EXERCISE DIRECTIONS: Print exactly the line with "Which roads connect" and every line after it, through the final line of the material below.

PROVIDED RECORDS:
----
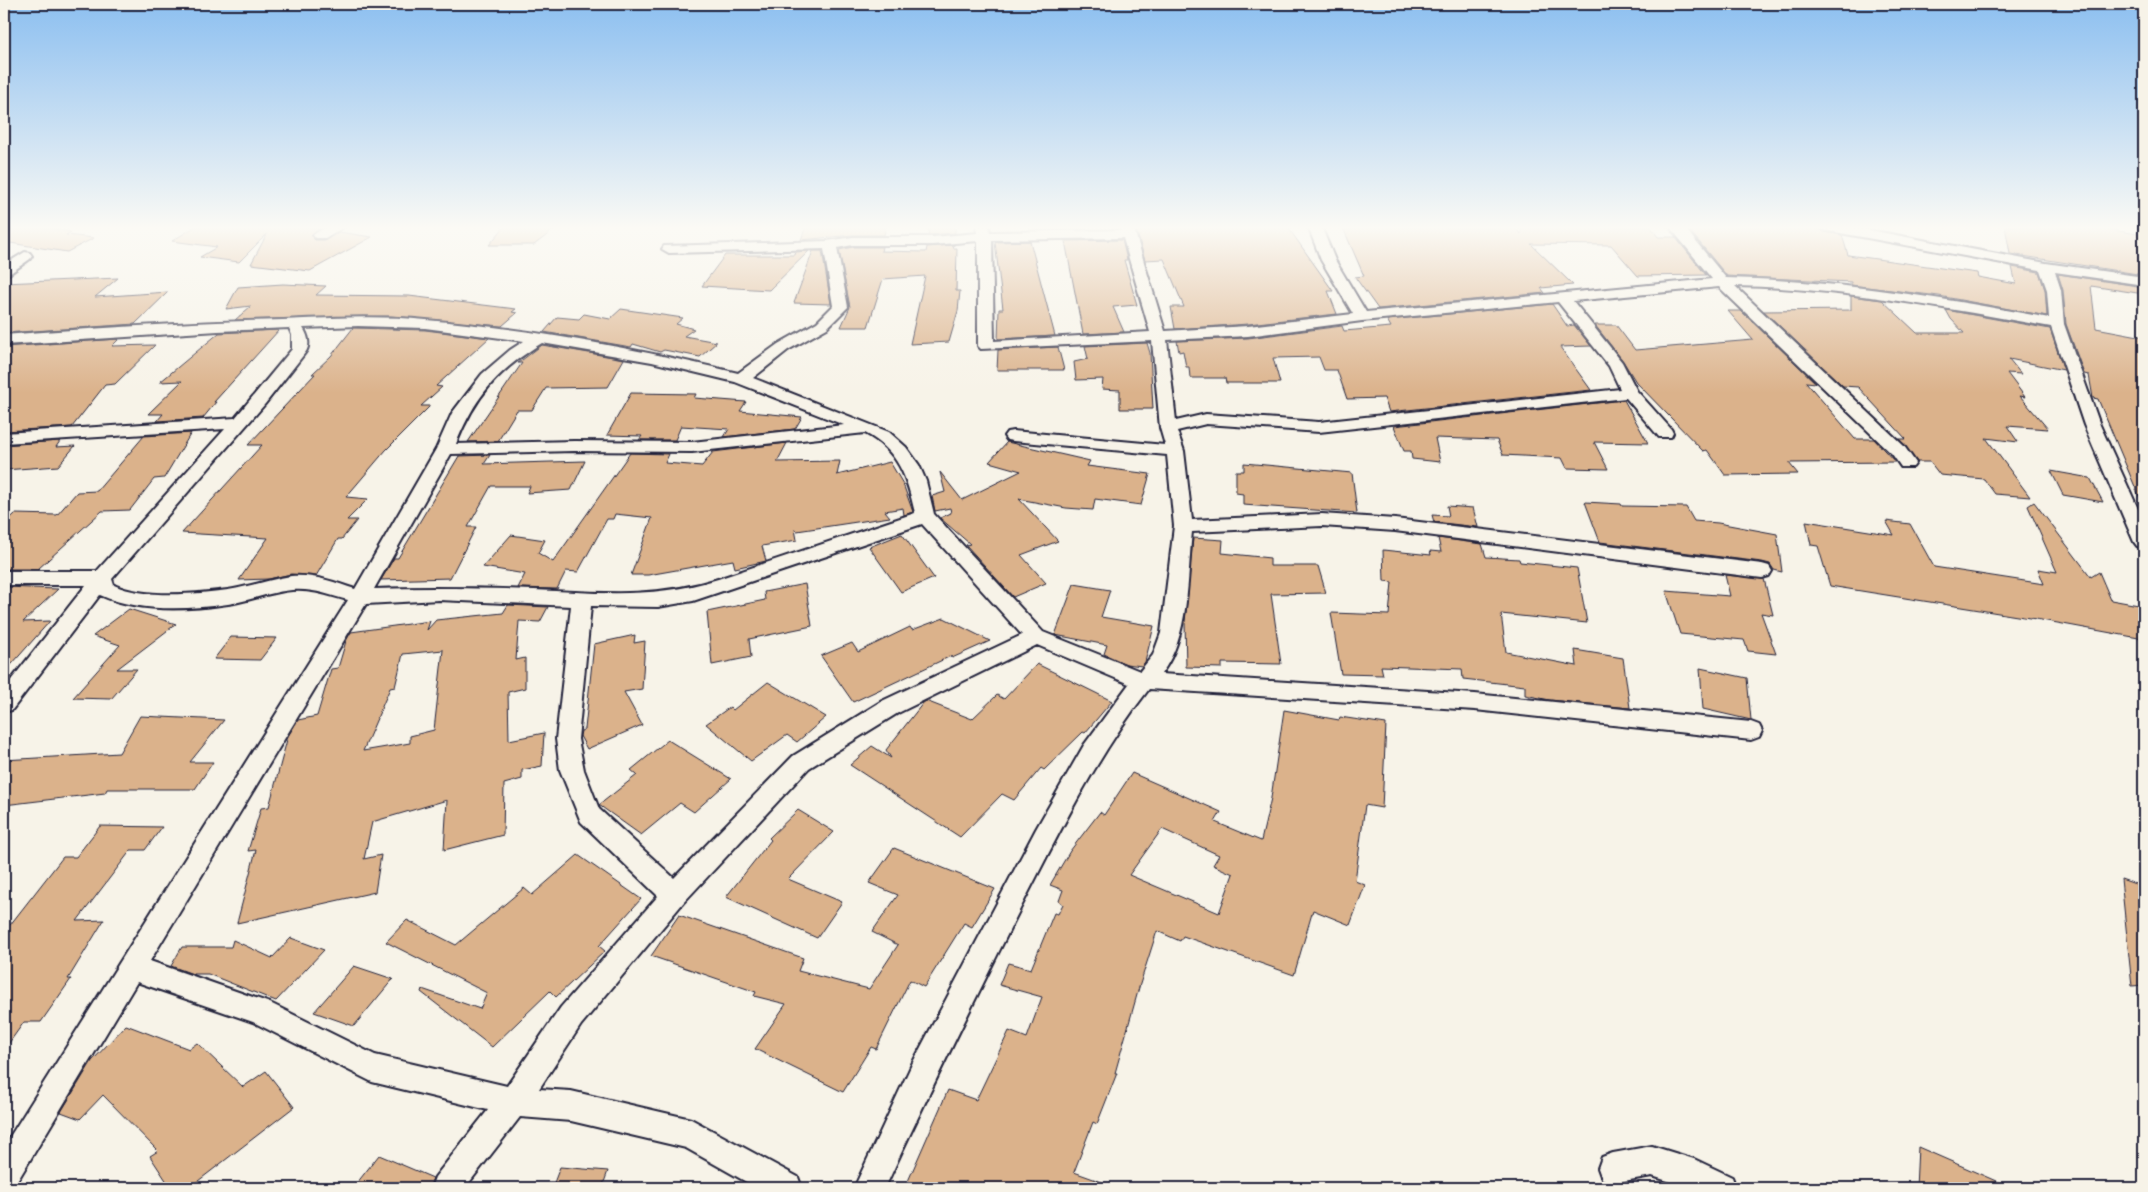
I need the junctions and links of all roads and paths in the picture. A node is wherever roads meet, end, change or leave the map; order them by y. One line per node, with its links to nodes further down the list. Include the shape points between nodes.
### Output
1 (836, 282): 14 (street, via 841,307 822,325 783,347)
2 (984, 282): 11 (street, via 986,346)
3 (1142, 282): 11 (street)
4 (1341, 282): 8 (street)
5 (1722, 282): 7 (street); 9 (street, via 1822,287); 24 (street, via 1898,450)
6 (2051, 282): 9 (street)
7 (1561, 296): 8 (street); 15 (street, via 1616,365)
8 (1362, 317): 11 (street, via 1248,331)
9 (2057, 324): 27 (street, via 2092,425)
10 (294, 325): 12 (street, via 358,322 425,324); 13 (street, via 218,326); 16 (street, via 300,335 300,350)
11 (1159, 337): 17 (street)
12 (538, 339): 14 (street, via 580,343 652,357); 22 (street, via 515,353 488,377 460,413)
13 (4, 340)
14 (741, 379): 18 (street)
15 (1630, 393): 17 (street, via 1319,427 1206,419); 19 (street)
16 (238, 423): 21 (street); 30 (street)
17 (1168, 428): 23 (street)
18 (869, 429): 22 (street, via 692,447); 25 (street, via 883,436 910,465)
19 (1665, 433)
20 (1013, 436): 23 (street)
21 (4, 438)
22 (445, 449): 31 (street)
23 (1175, 451): 26 (street)
24 (1906, 464)
25 (925, 516): 32 (street, via 693,594 658,600); 33 (street)
26 (1183, 526): 28 (street, via 1322,520 1395,525); 34 (street, via 1171,633 1162,658)
27 (2144, 542)
28 (1762, 571)
29 (4, 578): 30 (street)
30 (102, 578): 31 (street, via 105,588 120,596 166,600 228,597 292,583 317,584); 35 (street)
31 (360, 597): 32 (street, via 439,593); 38 (street)
32 (582, 600): 37 (street, via 568,739 572,770 588,815)
33 (1036, 636): 34 (street); 37 (street, via 890,707 801,762)
34 (1144, 681): 36 (street, via 1475,702); 44 (street, via 1092,751 1045,836 922,1074)
35 (4, 704)
36 (1751, 731)
37 (674, 895): 39 (street, via 571,1016)
38 (133, 968): 39 (street, via 260,1012 372,1068); 41 (street)
39 (513, 1102): 42 (street); 43 (street, via 571,1106 691,1134)
40 (1613, 1168): 45 (street, via 1652,1161 1694,1174)
41 (4, 1174)
42 (446, 1188)
43 (787, 1188)
44 (869, 1188)
45 (1721, 1188)

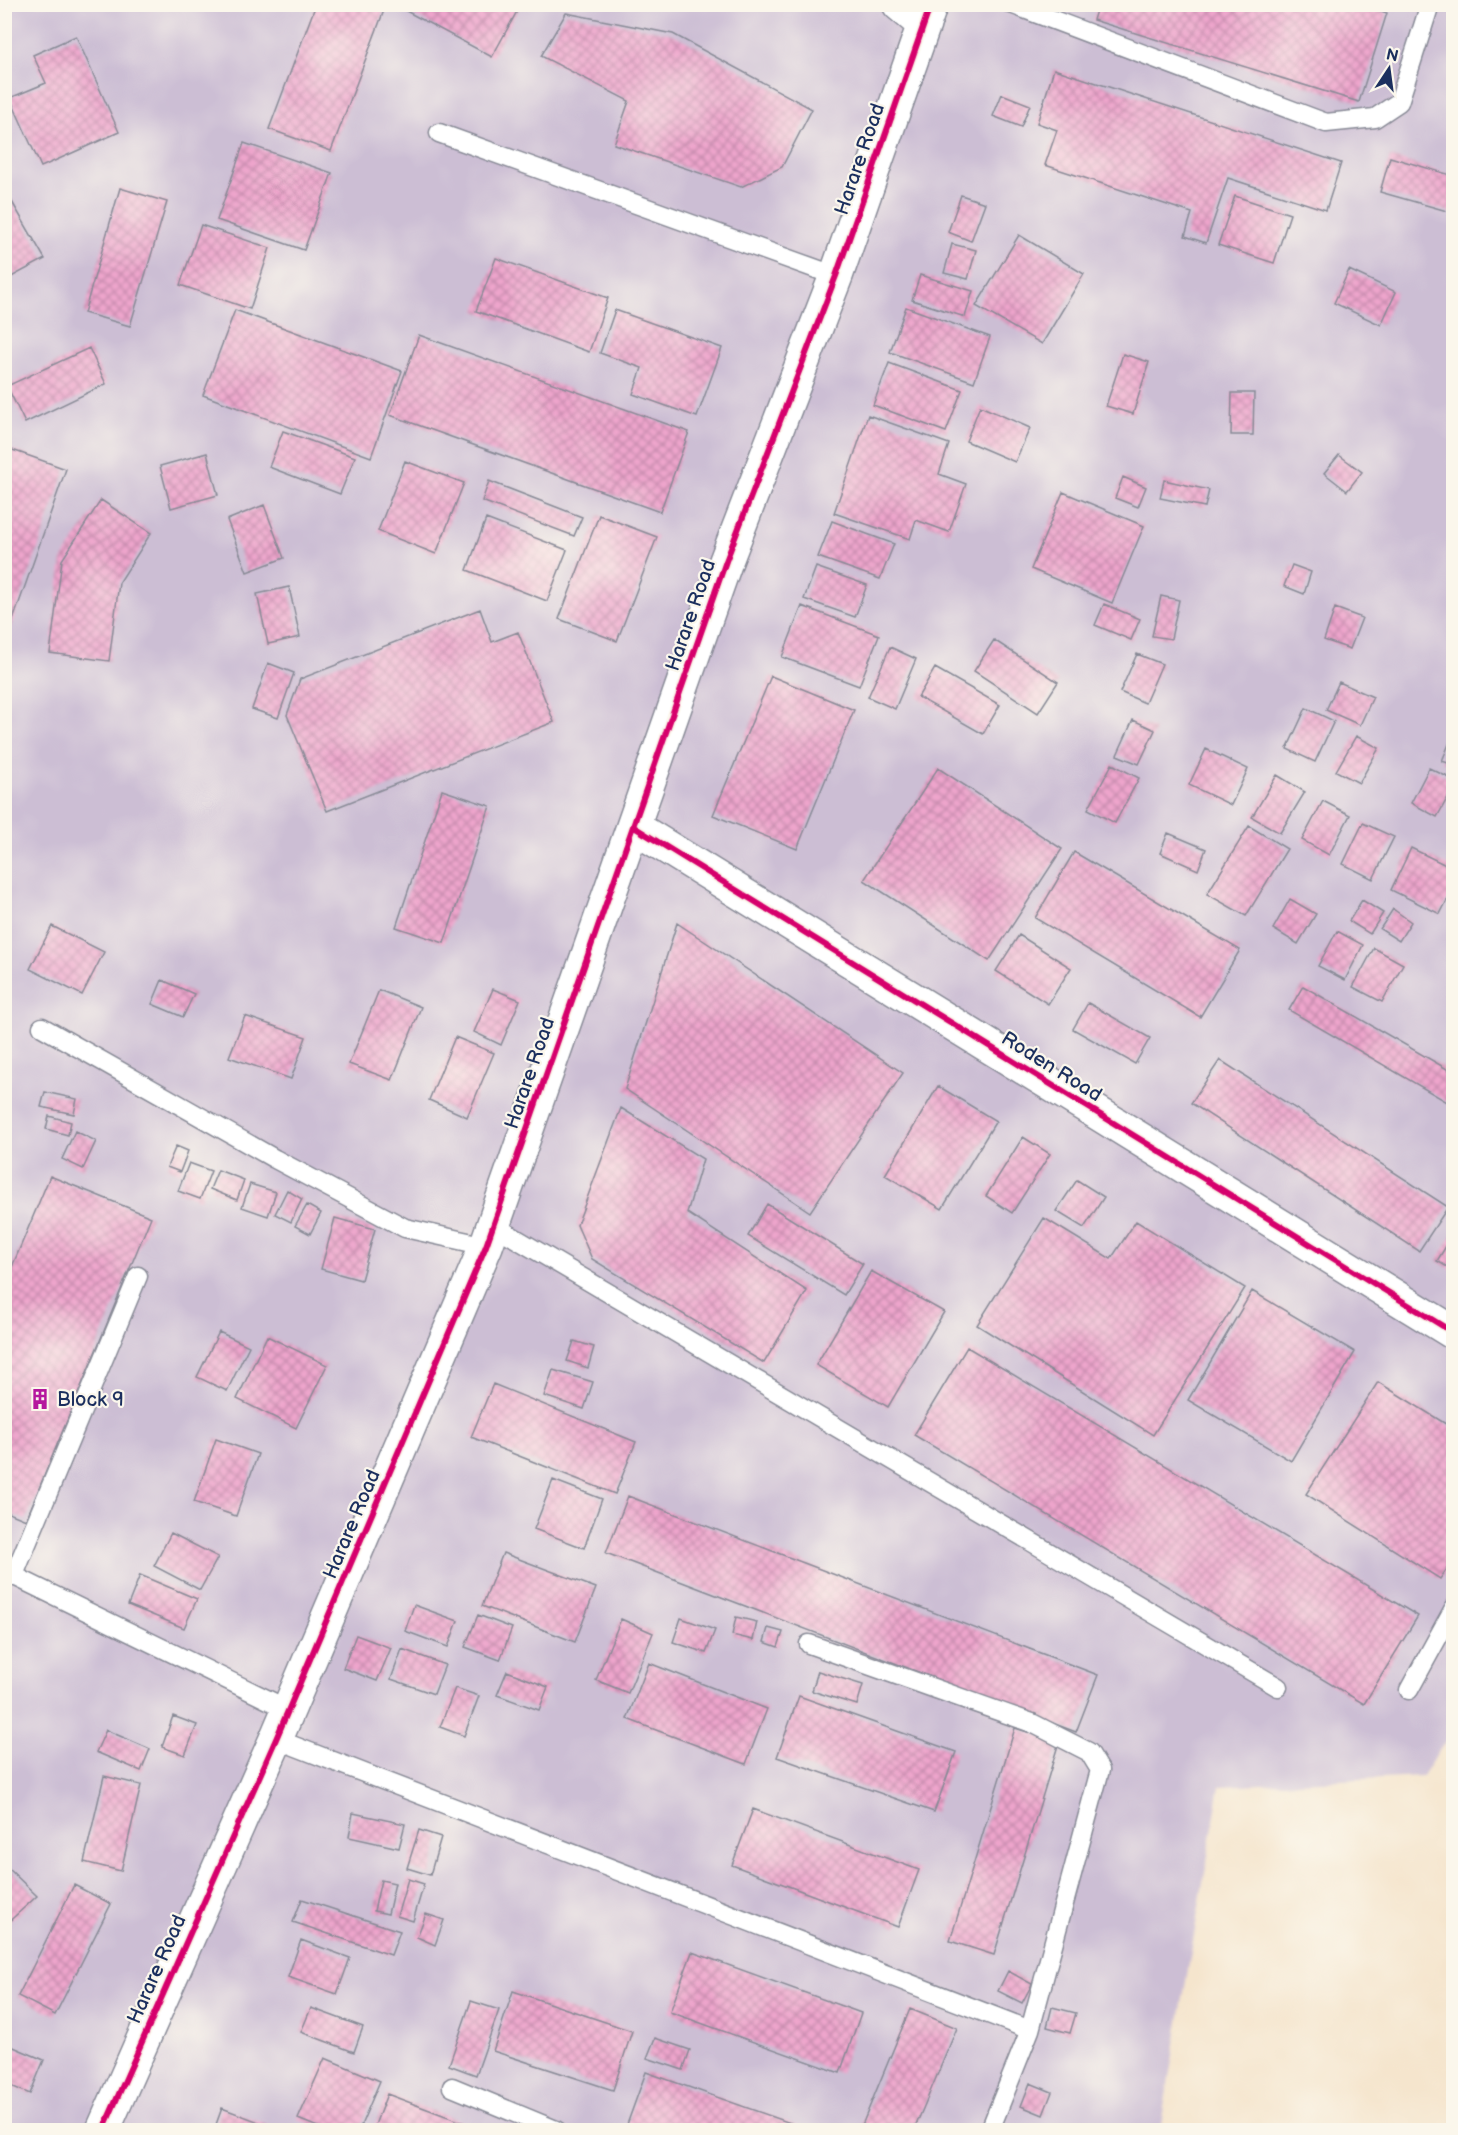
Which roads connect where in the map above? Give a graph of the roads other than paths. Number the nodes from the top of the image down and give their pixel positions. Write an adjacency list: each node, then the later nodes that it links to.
1 (899, 4): 4 (street)
2 (1011, 4): 3 (lane)
3 (1430, 4)
4 (928, 15): 6 (street, Harare Road)
5 (439, 133): 6 (lane)
6 (836, 276): 7 (street, Harare Road)
7 (634, 827): 9 (street, Harare Road); 11 (street, Roden Road)
8 (42, 1027): 9 (lane)
9 (489, 1235): 15 (lane); 17 (street, Harare Road)
10 (138, 1276): 12 (lane)
11 (1454, 1333)
12 (9, 1573): 17 (lane)
13 (1454, 1608): 16 (lane)
14 (809, 1644): 18 (lane)
15 (1278, 1687)
16 (1409, 1690)
17 (282, 1724): 18 (lane); 20 (street, Harare Road)
18 (1030, 2030): 22 (lane)
19 (452, 2087): 21 (lane)
20 (103, 2130)
21 (555, 2130)
22 (990, 2130)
----
REPLY:
Which roads connect where in the map above? Give a graph of the roads other than paths. Number the nodes from the top of the image down and give their pixel positions. Write an adjacency list: each node, then the later nodes that it links to.
1 (899, 4): 4 (street)
2 (1011, 4): 3 (lane)
3 (1430, 4)
4 (928, 15): 6 (street, Harare Road)
5 (439, 133): 6 (lane)
6 (836, 276): 7 (street, Harare Road)
7 (634, 827): 9 (street, Harare Road); 11 (street, Roden Road)
8 (42, 1027): 9 (lane)
9 (489, 1235): 15 (lane); 17 (street, Harare Road)
10 (138, 1276): 12 (lane)
11 (1454, 1333)
12 (9, 1573): 17 (lane)
13 (1454, 1608): 16 (lane)
14 (809, 1644): 18 (lane)
15 (1278, 1687)
16 (1409, 1690)
17 (282, 1724): 18 (lane); 20 (street, Harare Road)
18 (1030, 2030): 22 (lane)
19 (452, 2087): 21 (lane)
20 (103, 2130)
21 (555, 2130)
22 (990, 2130)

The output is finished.